Some scientists have circumvented the N2 triple bond by successfully synthesizing nitrides using nitrogen precursors, such as ammonia, in which nitrogen atoms are not so tightly bound. However, these reactions still require controlled environments to prevent oxidation and also to prevent freed nitrogen atoms from forming N2 molecules.
For these reasons, exploratory synthesis of nitride materials can be a time-consuming and risky venture. To Wenhao Sun, staff scientist at Lawrence Berkeley National Laboratory (LBNL), the materials challenges faced by scientists are similar to challenges faced by world explorers. “Sailing into the unknown was a very risky endeavor, and in the same way, exploration of new chemical spaces can also be risky,” he says in a National Renewable Energy Laboratory (NREL) press release.

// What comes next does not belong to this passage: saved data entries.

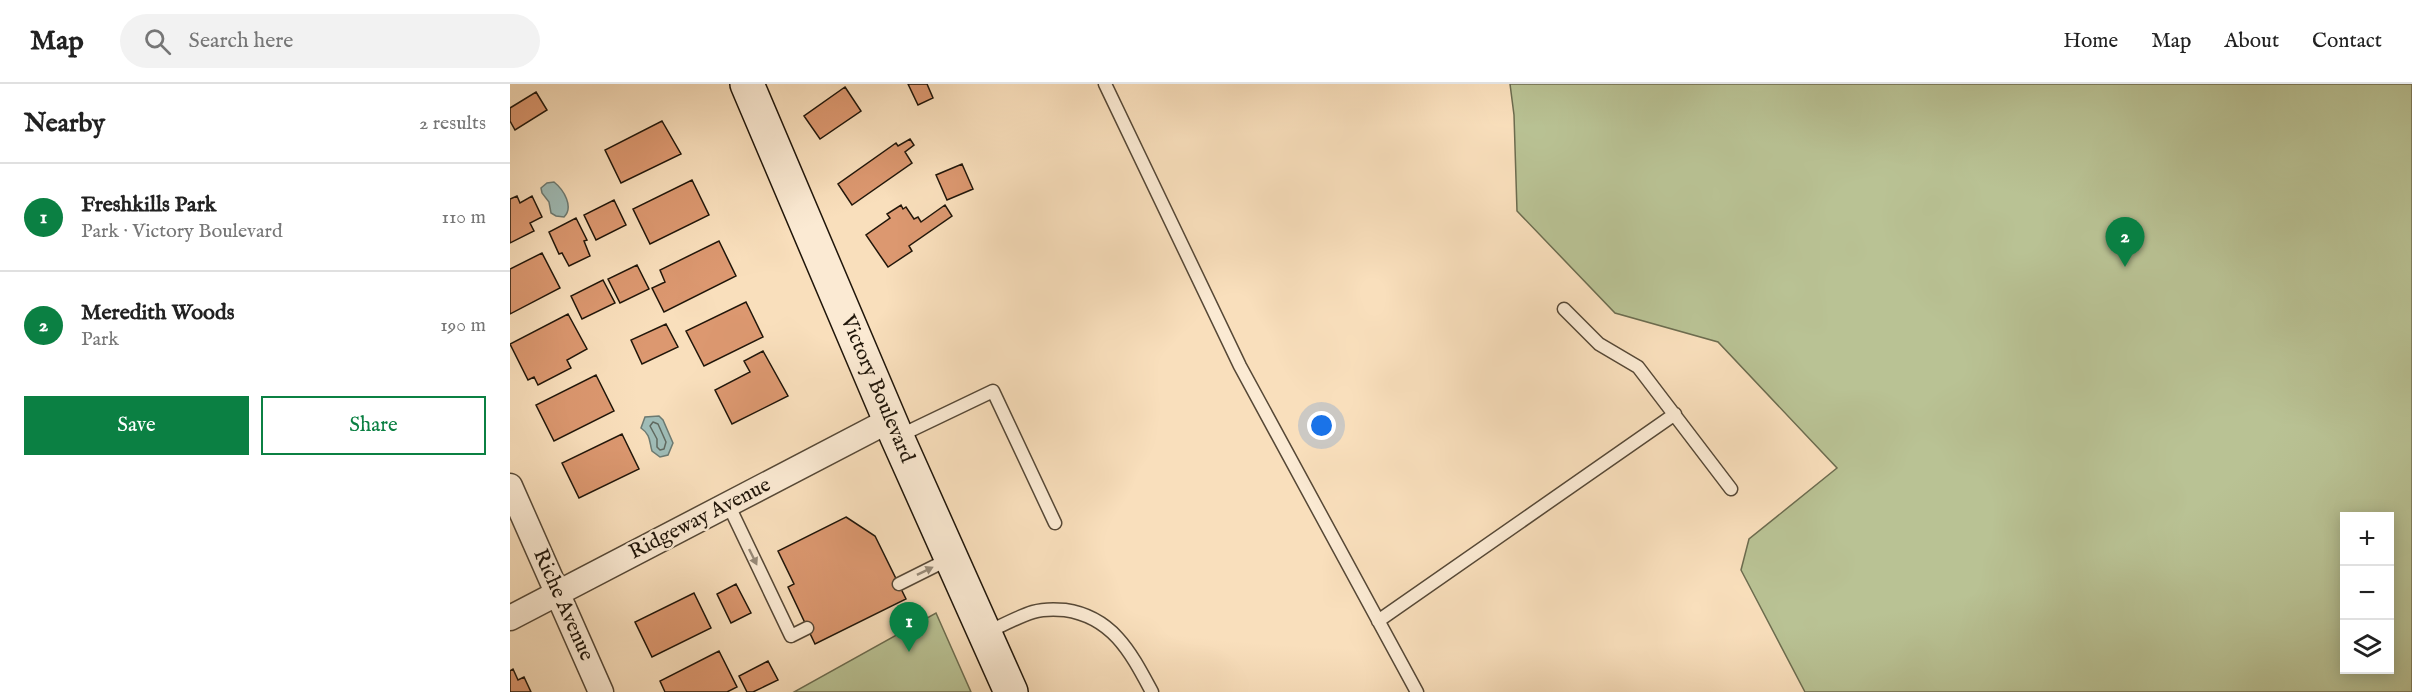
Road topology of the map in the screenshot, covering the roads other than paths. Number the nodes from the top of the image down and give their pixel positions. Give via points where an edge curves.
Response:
1 (747, 84) edge
2 (1105, 84) edge
3 (1564, 309) dead end
4 (1675, 414) junction
5 (894, 428) junction
6 (510, 486) edge
7 (1731, 489) dead end
8 (729, 504) junction
9 (1055, 523) dead end
10 (951, 558) junction
11 (899, 584) dead end
12 (559, 592) junction
13 (510, 618) edge
14 (1378, 621) junction
15 (807, 627) dead end
16 (985, 634) junction
17 (601, 692) edge
18 (1011, 692) edge
19 (1152, 692) edge
20 (1417, 692) edge

1 - 5 main road, Victory Boulevard
2 - 14 lane via 1240,366
3 - 4 lane via 1599,344 1638,367
4 - 7 lane
4 - 14 lane
5 - 8 street, Ridgeway Avenue
5 - 9 lane via 993,391
5 - 10 main road, Victory Boulevard
6 - 12 street, Riche Avenue
8 - 12 street, Ridgeway Avenue
8 -> 15 lane via 791,636
11 -> 10 lane
10 - 16 main road, Victory Boulevard
12 - 13 street, Ridgeway Avenue
12 - 17 street, Riche Avenue
14 - 20 lane
16 - 18 main road, Victory Boulevard
16 - 19 lane via 1033,612 1078,612 1105,625 1128,649

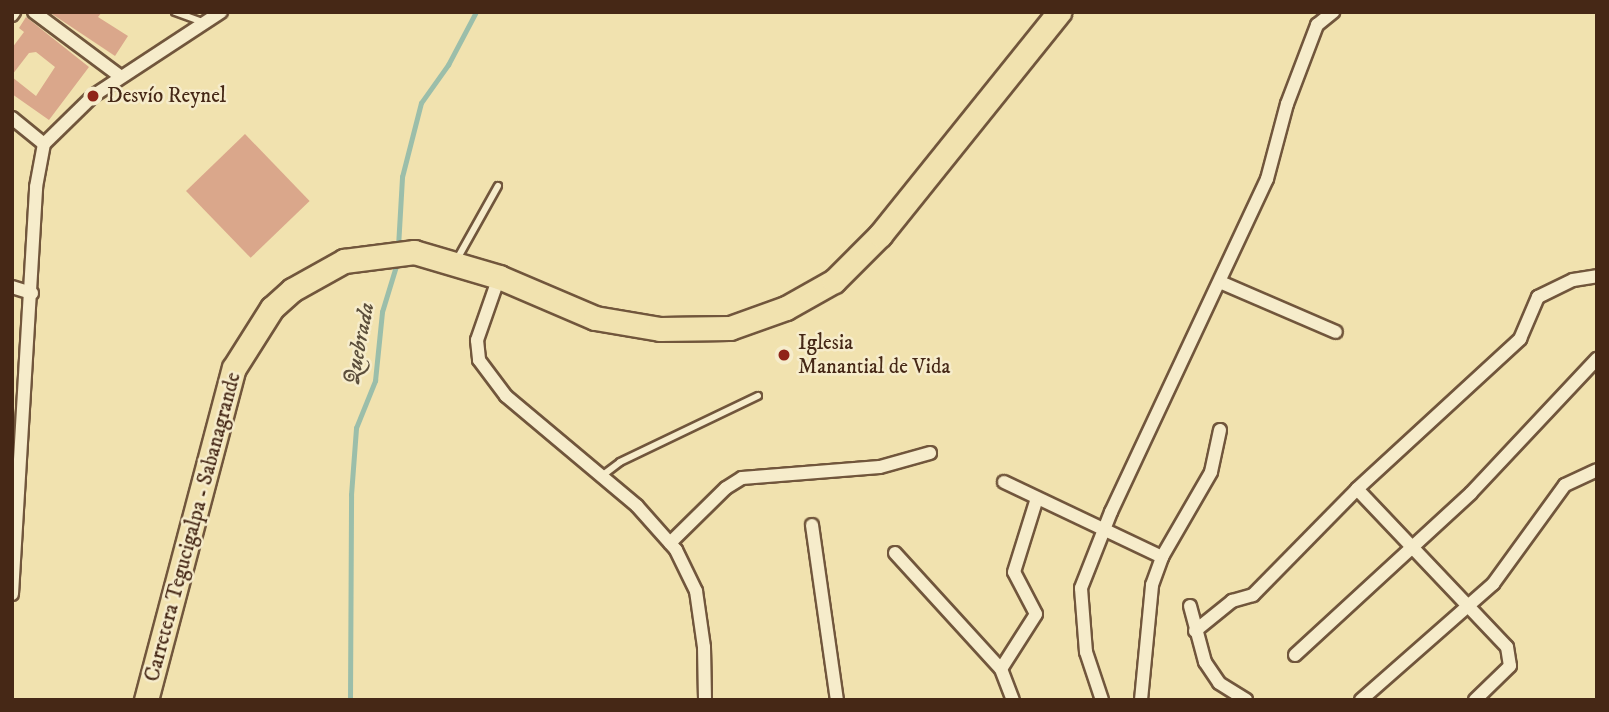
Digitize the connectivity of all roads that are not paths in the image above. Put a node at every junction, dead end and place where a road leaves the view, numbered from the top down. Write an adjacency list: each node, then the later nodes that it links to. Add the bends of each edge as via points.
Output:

However, just like world explorers, Sun says materials scientists have a way to lessen their risk. “Maps help to guide explorers, allowing them to navigate better,” he explains.
And a map is just what he and his colleagues created—a chemical map to guide the exploratory synthesis of nitrides.
The journey to creating a map of ternary metal nitrides started near the end of 2016 with a paper describing the thermodynamic scale of metastability for inorganic crystalline phases. The study showed metastable materials accounted for a significant fraction of nitride compounds, and Sun, who was lead author of the paper, decided a collaboration with NREL would be wise. “NREL has been making metastable nitrides for many years now,” he says.
In 2017, Sun and colleagues from LBNL, NREL, Massachusetts Institute of Technology, and the University of Colorado, Boulder, published a paper describing how they used a data-mined structure-predictor (DMSP) algorithm to predict new metastable binary nitrides.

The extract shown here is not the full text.